Again the tricky part in this solution is to find a suitable value of this property: "max.poll.interval.ms" (very important, This time will be the time for which background thread will keep the heartbeat alive without the need of explicit calling poll()).
Approach 2: Using a worker thread is a good idea but then you have to maintain an internal queue or validation for received messages which can be complex and also you need to use manual commits against auto commits. For more information about commits see this and search heading "Commits and Offsets".
Problem: In this approach the main problem is to keep track of messages received and messages processed successfully. As, your consumer will receive the message it will pass message to respective worker thread and will commit the offset and move forward to receive more messages. During this process you have to take care of following issues:
What if the message is received and offset committed but later for whatever reason the worker thread failed to process the message, now how to get that message again ?
What if messages are received by consumer but there are no free worker threads to process ?
Solution: There can be different ways to resolve the above issues and one way is to use the internal queue to keep the messages and manual commits that will be sent only when worker thread will report the successful processing of the message. However a very careful implementation is required because it can leads to complex code and can also results in memory management or threading issues.

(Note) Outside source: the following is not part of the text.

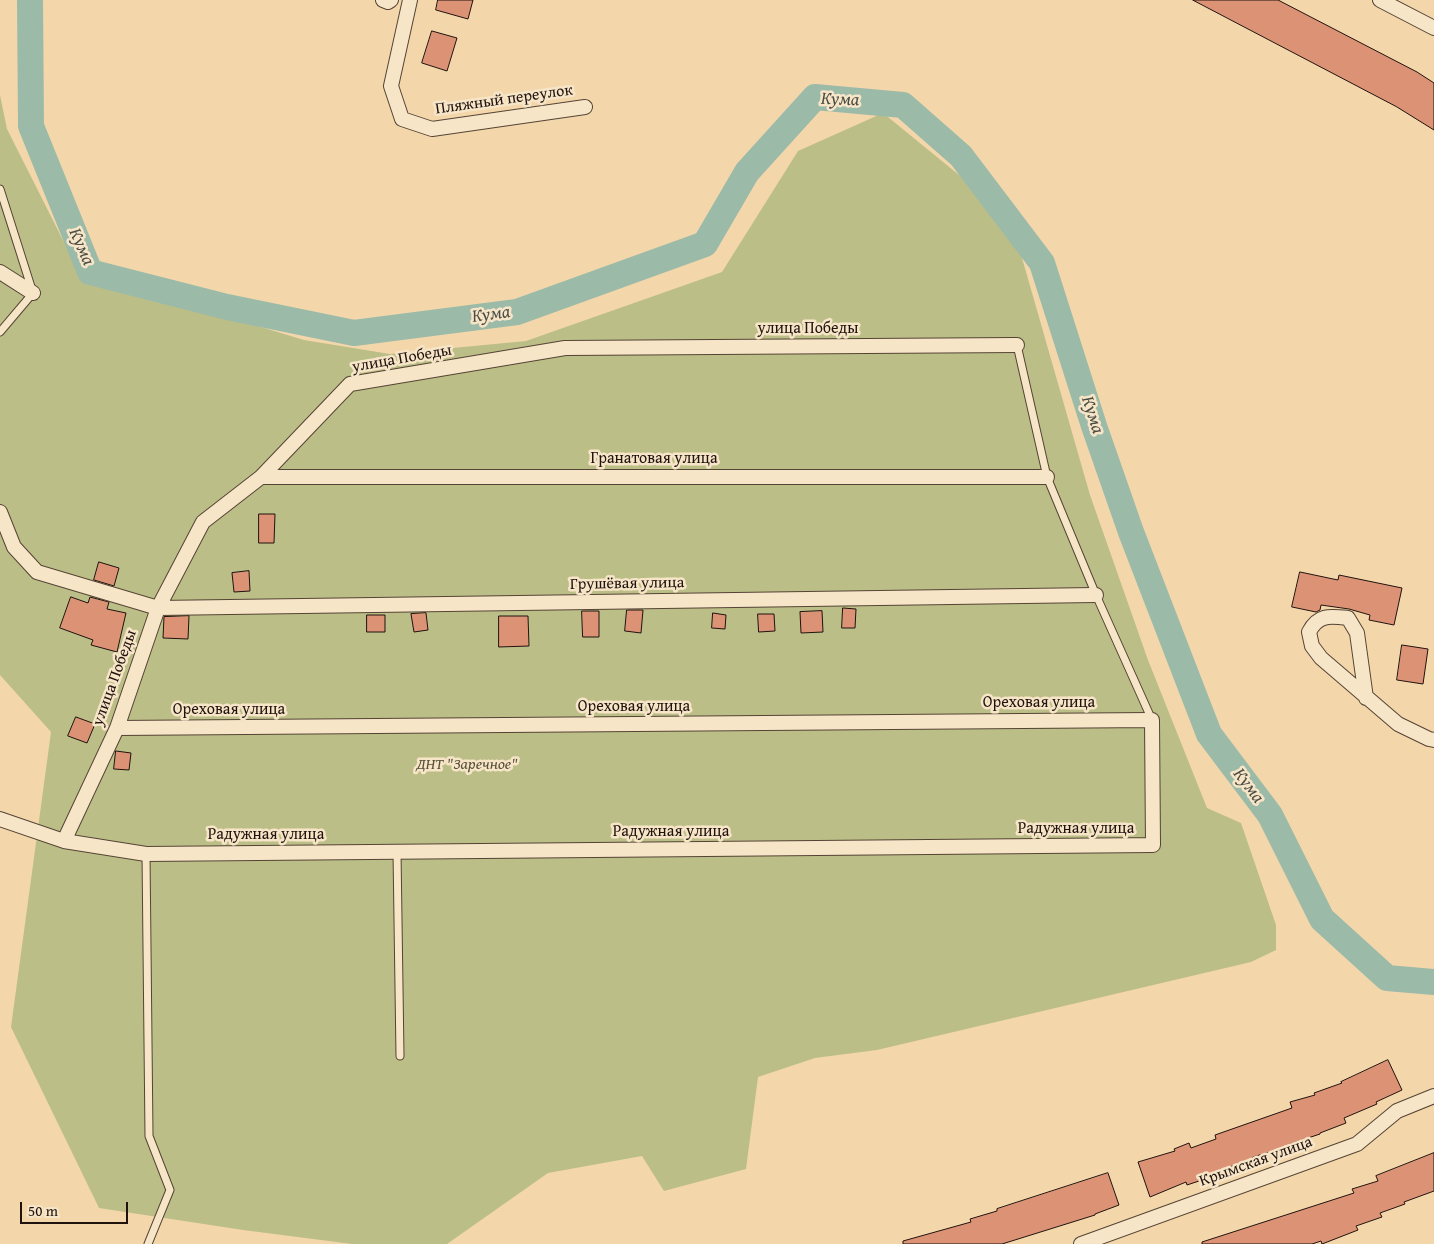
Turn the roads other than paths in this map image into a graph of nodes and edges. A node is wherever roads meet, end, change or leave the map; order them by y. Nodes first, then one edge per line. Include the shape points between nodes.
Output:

Suggestion: Depending upon your requirements, you can use one approach or the other with implementing fixed for the possible issues as described above. However I would recommend a more robust solution will be to use partition pause/resume. In very abstract way your consumer should do following steps:
1: poll () for messages.
2: Pause all the respective topics/partitions.
3: Assigned messages to worker threads and wait for their processing.
4: Keep calling poll() but as the partitions are paused there will be no extra message received while consumer will be kept alive. (Make sure no new topic is registered during this point)
5: If all worker threads should report message processing success/failure then commit the offsets accordingly.
6: Resume all the partitions.
Note: There can be better ways or other solutions possible depending upon your scenario and requirements. It's just an idea or one of the possible solutions.